## Exercise
Will you write out the data exactly, excluding every picture?

(Data records)
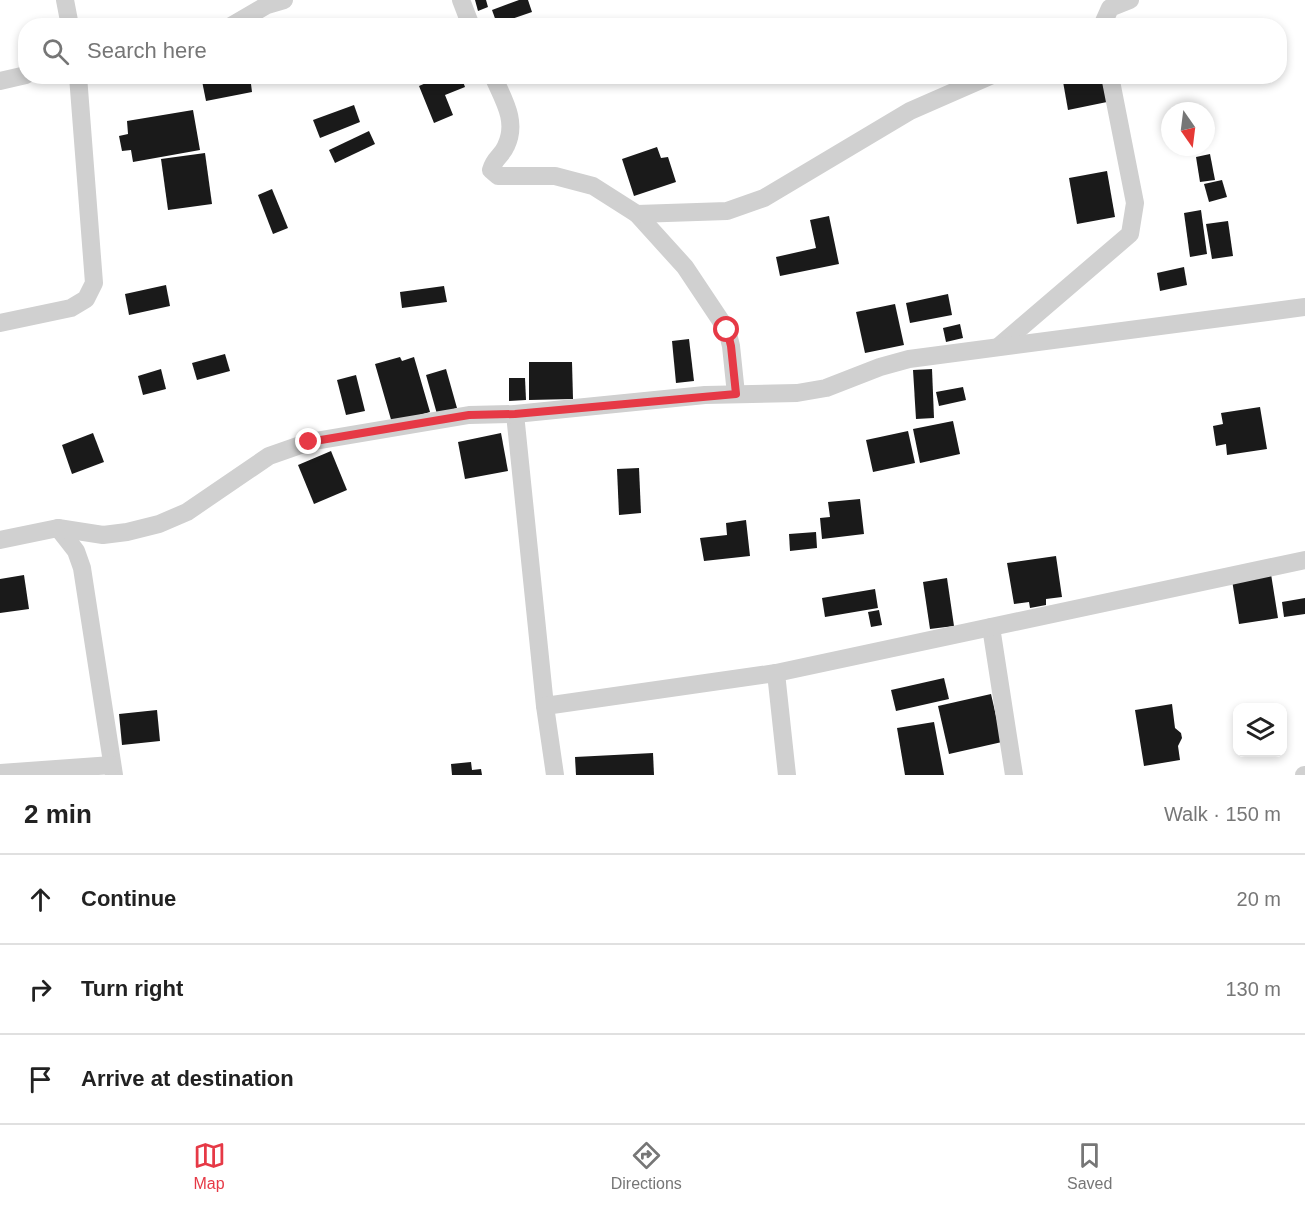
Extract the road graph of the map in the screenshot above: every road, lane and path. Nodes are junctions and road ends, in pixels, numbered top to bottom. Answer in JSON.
{"nodes":[{"id":1,"x":65,"y":0,"type":"edge"},
{"id":2,"x":284,"y":0,"type":"edge"},
{"id":3,"x":460,"y":0,"type":"edge"},
{"id":4,"x":1130,"y":0,"type":"edge"},
{"id":5,"x":68,"y":18,"type":"edge"},
{"id":6,"x":245,"y":18,"type":"edge"},
{"id":7,"x":468,"y":18,"type":"edge"},
{"id":8,"x":1106,"y":18,"type":"edge"},
{"id":9,"x":18,"y":77,"type":"edge"},
{"id":10,"x":0,"y":81,"type":"edge"},
{"id":11,"x":79,"y":84,"type":"edge"},
{"id":12,"x":496,"y":84,"type":"edge"},
{"id":13,"x":972,"y":84,"type":"edge"},
{"id":14,"x":1112,"y":84,"type":"edge"},
{"id":15,"x":637,"y":214,"type":"junction"},
{"id":16,"x":1305,"y":307,"type":"edge"},
{"id":17,"x":0,"y":322,"type":"edge"},
{"id":18,"x":998,"y":347,"type":"junction"},
{"id":19,"x":736,"y":394,"type":"junction"},
{"id":20,"x":515,"y":414,"type":"junction"},
{"id":21,"x":58,"y":528,"type":"junction"},
{"id":22,"x":0,"y":540,"type":"edge"},
{"id":23,"x":1305,"y":560,"type":"edge"},
{"id":24,"x":991,"y":627,"type":"junction"},
{"id":25,"x":776,"y":673,"type":"junction"},
{"id":26,"x":545,"y":706,"type":"junction"},
{"id":27,"x":113,"y":770,"type":"edge"},
{"id":28,"x":0,"y":773,"type":"edge"},
{"id":29,"x":555,"y":775,"type":"edge"},
{"id":30,"x":787,"y":775,"type":"edge"},
{"id":31,"x":1014,"y":775,"type":"edge"}],
"edges":[{"from":1,"to":5,"type":"street"},
{"from":2,"to":6,"type":"street"},
{"from":3,"to":7,"type":"street"},
{"from":4,"to":8,"type":"street"},
{"from":9,"to":10,"type":"street"},
{"from":11,"to":17,"type":"street"},
{"from":12,"to":15,"type":"street"},
{"from":13,"to":15,"type":"street"},
{"from":14,"to":18,"type":"street"},
{"from":15,"to":19,"type":"street"},
{"from":16,"to":18,"type":"street"},
{"from":18,"to":19,"type":"street"},
{"from":19,"to":20,"type":"street"},
{"from":20,"to":21,"type":"street"},
{"from":20,"to":26,"type":"street"},
{"from":21,"to":22,"type":"street"},
{"from":21,"to":27,"type":"street"},
{"from":23,"to":24,"type":"street"},
{"from":24,"to":25,"type":"street"},
{"from":24,"to":31,"type":"street"},
{"from":25,"to":26,"type":"street"},
{"from":25,"to":30,"type":"street"},
{"from":26,"to":29,"type":"street"},
{"from":27,"to":28,"type":"street"}]}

## Result of this exercise
Extract the road graph of the map in the screenshot above: every road, lane and path. Nodes are junctions and road ends, in pixels, numbered top to bottom. Answer in JSON.
{"nodes":[{"id":1,"x":65,"y":0,"type":"edge"},
{"id":2,"x":284,"y":0,"type":"edge"},
{"id":3,"x":460,"y":0,"type":"edge"},
{"id":4,"x":1130,"y":0,"type":"edge"},
{"id":5,"x":68,"y":18,"type":"edge"},
{"id":6,"x":245,"y":18,"type":"edge"},
{"id":7,"x":468,"y":18,"type":"edge"},
{"id":8,"x":1106,"y":18,"type":"edge"},
{"id":9,"x":18,"y":77,"type":"edge"},
{"id":10,"x":0,"y":81,"type":"edge"},
{"id":11,"x":79,"y":84,"type":"edge"},
{"id":12,"x":496,"y":84,"type":"edge"},
{"id":13,"x":972,"y":84,"type":"edge"},
{"id":14,"x":1112,"y":84,"type":"edge"},
{"id":15,"x":637,"y":214,"type":"junction"},
{"id":16,"x":1305,"y":307,"type":"edge"},
{"id":17,"x":0,"y":322,"type":"edge"},
{"id":18,"x":998,"y":347,"type":"junction"},
{"id":19,"x":736,"y":394,"type":"junction"},
{"id":20,"x":515,"y":414,"type":"junction"},
{"id":21,"x":58,"y":528,"type":"junction"},
{"id":22,"x":0,"y":540,"type":"edge"},
{"id":23,"x":1305,"y":560,"type":"edge"},
{"id":24,"x":991,"y":627,"type":"junction"},
{"id":25,"x":776,"y":673,"type":"junction"},
{"id":26,"x":545,"y":706,"type":"junction"},
{"id":27,"x":113,"y":770,"type":"edge"},
{"id":28,"x":0,"y":773,"type":"edge"},
{"id":29,"x":555,"y":775,"type":"edge"},
{"id":30,"x":787,"y":775,"type":"edge"},
{"id":31,"x":1014,"y":775,"type":"edge"}],
"edges":[{"from":1,"to":5,"type":"street"},
{"from":2,"to":6,"type":"street"},
{"from":3,"to":7,"type":"street"},
{"from":4,"to":8,"type":"street"},
{"from":9,"to":10,"type":"street"},
{"from":11,"to":17,"type":"street"},
{"from":12,"to":15,"type":"street"},
{"from":13,"to":15,"type":"street"},
{"from":14,"to":18,"type":"street"},
{"from":15,"to":19,"type":"street"},
{"from":16,"to":18,"type":"street"},
{"from":18,"to":19,"type":"street"},
{"from":19,"to":20,"type":"street"},
{"from":20,"to":21,"type":"street"},
{"from":20,"to":26,"type":"street"},
{"from":21,"to":22,"type":"street"},
{"from":21,"to":27,"type":"street"},
{"from":23,"to":24,"type":"street"},
{"from":24,"to":25,"type":"street"},
{"from":24,"to":31,"type":"street"},
{"from":25,"to":26,"type":"street"},
{"from":25,"to":30,"type":"street"},
{"from":26,"to":29,"type":"street"},
{"from":27,"to":28,"type":"street"}]}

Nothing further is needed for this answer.